Can you put metal over the Mexican Tiles?
The world should never have made flat roofs. Metal roofs require some slope to shed the water. I would suggest that you need to identify if the roof is acually flat and how it discharges the water. If it drains into a drain you will be best to have a high quality membrane rofing installed in this area.

As to the tile section, virtually all concrete tiles and most clay tiles rely on a secondary membrane to be weather tight. You should remove this roof and run the flat membrane up the slope a certain distance and then install you new metal roofs. A number of us do make a tile facimilie in metal. Have a look at ours at www.duraloc.com.
I have a roof that is approximately at a 1/12 pitch and wonder if metal roofing is for me. I would very much like this time to be the last time that I have to re-roof(every 5-7 years is getting old). Please let me know if metal is a good choice for my situation. Thank you,
Very few metal roofs are appropriate for this low of pitch. However, if you can locate a product to your liking which its manufacturer approves for this low pitch, then I bet it would make a great choice.
I'm trying to get some opinions on a new roof.

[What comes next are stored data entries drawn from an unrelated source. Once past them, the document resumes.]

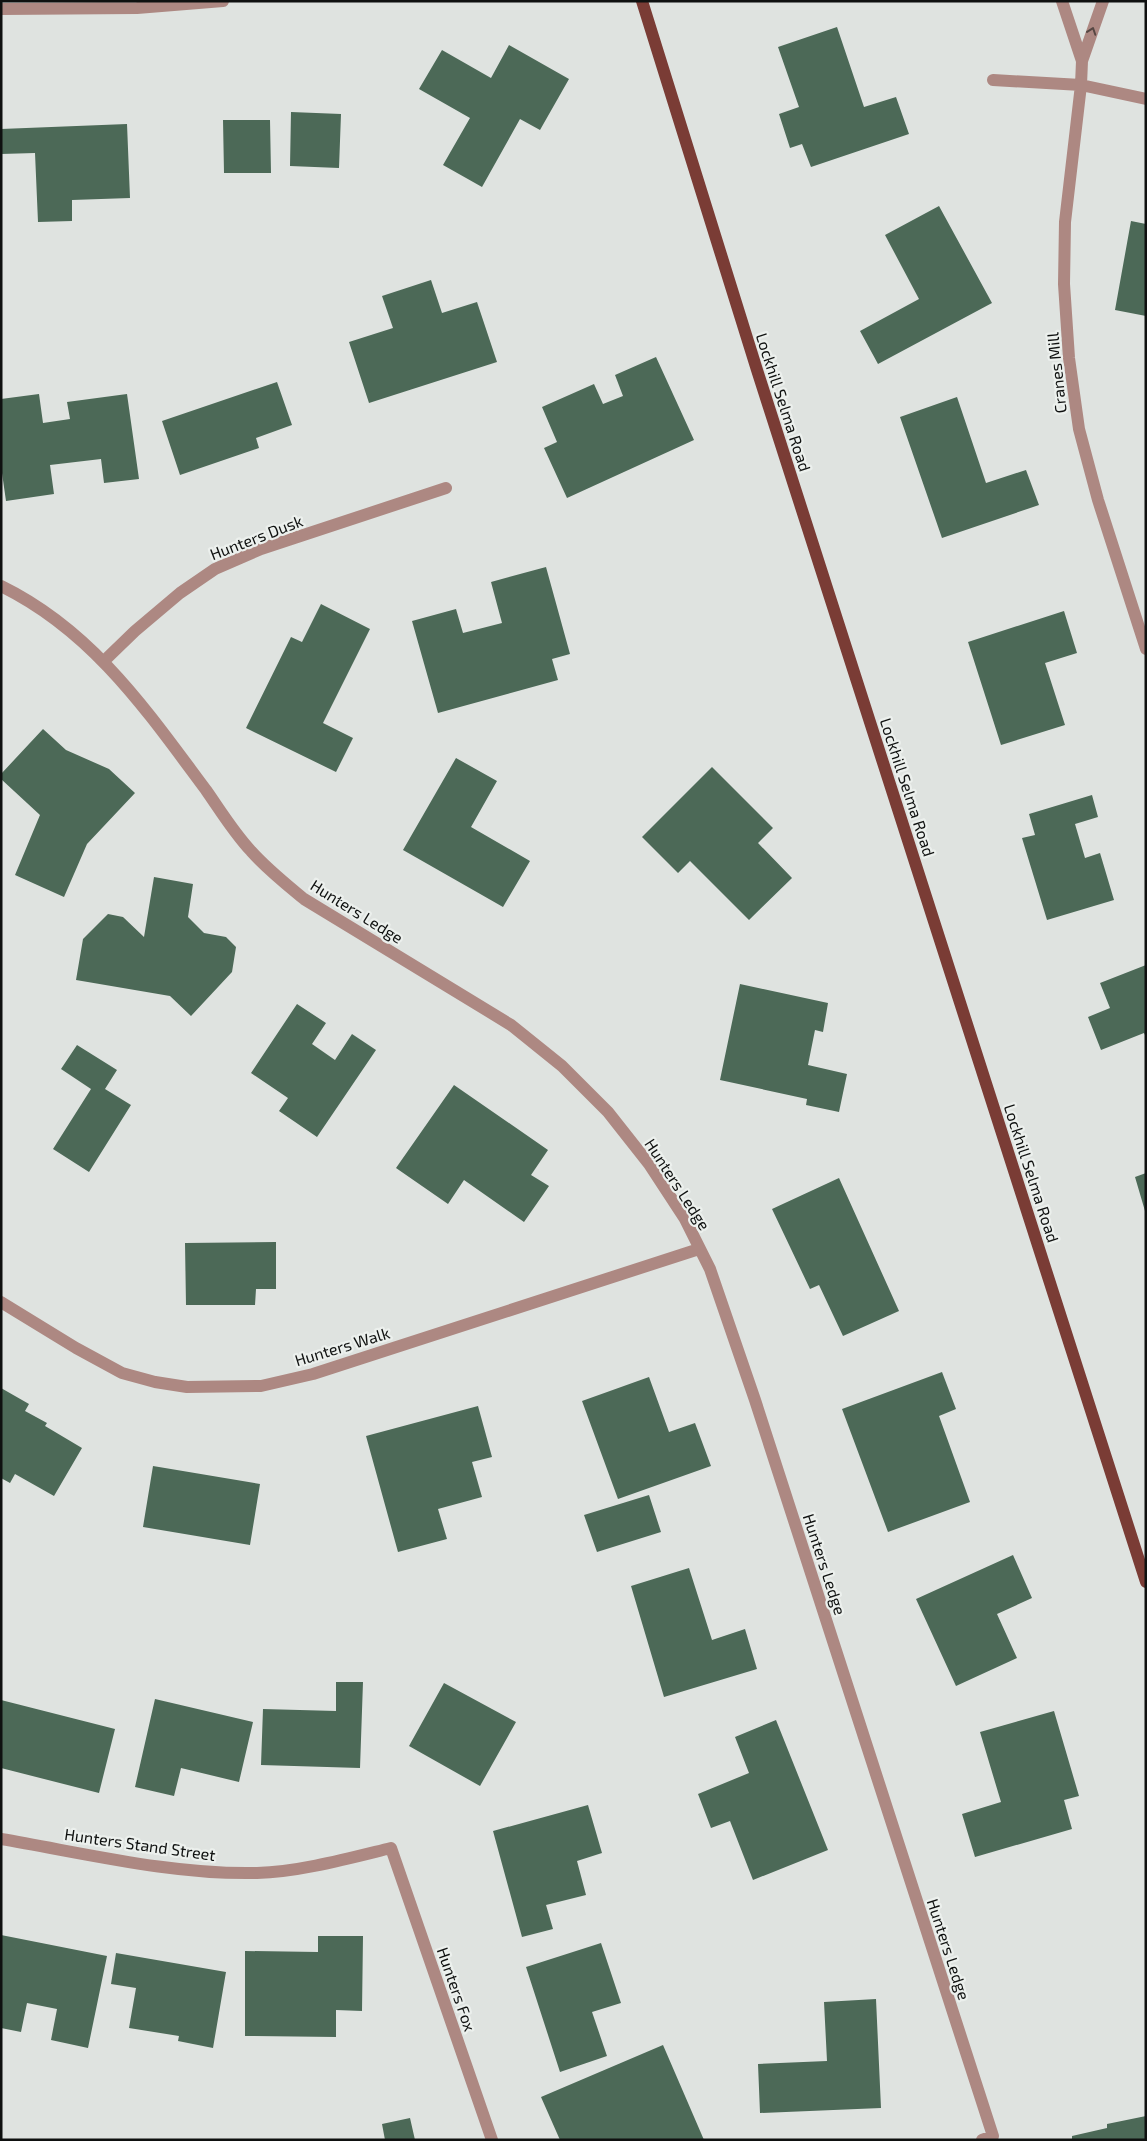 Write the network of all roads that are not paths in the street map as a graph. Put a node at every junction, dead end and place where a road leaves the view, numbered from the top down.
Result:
1 (223, 1) edge
2 (642, 1) edge
3 (1062, 1) edge
4 (1103, 1) edge
5 (1, 9) edge
6 (1082, 61) junction
7 (993, 80) dead end
8 (1081, 85) junction
9 (1146, 98) edge
10 (446, 488) dead end
11 (1, 586) edge
12 (1146, 649) edge
13 (104, 661) junction
14 (700, 1249) junction
15 (1, 1302) edge
16 (1146, 1582) edge
17 (1, 1839) edge
18 (391, 1848) joint
19 (987, 2138) edge
20 (492, 2140) edge

1 - 5 street
2 - 16 main road, Lockhill Selma Road
3 - 6 street, Cranes Mill
6 -> 4 street, Cranes Mill
6 - 8 street, Cranes Mill
7 - 8 street
8 - 9 street
8 - 12 street, Cranes Mill
10 - 13 street, Hunters Dusk
11 - 13 street, Hunters Ledge
13 - 14 street, Hunters Ledge
14 - 15 street, Hunters Walk
14 - 19 street, Hunters Ledge
17 - 18 street, Hunters Stand Street
18 - 20 street, Hunters Fox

I have a 2:12 gable roof, no valleys, tar and gravel, that will need replacing in a year or two. We would like to go with a metal roof. I have a bid for a screw down panel type roof. Is that a problem with a low pitch? Water runs off the roof very well, no ponding at all, and we live in Central Texas (no snow).
Thank you
Trevor
Some screw down roofs are okay for a 2:12 pitch. It is essential, however, that you check with the manufacturer of your roofing and make sure that the product you're installing will be okay at that pitch.
my flat roof has a pitch of 3 inches in 14 feet---would you recommend a metal roof
This is minimal pitch but it may work for a commercial-grade double or triple lock mechanically seamed standing seam.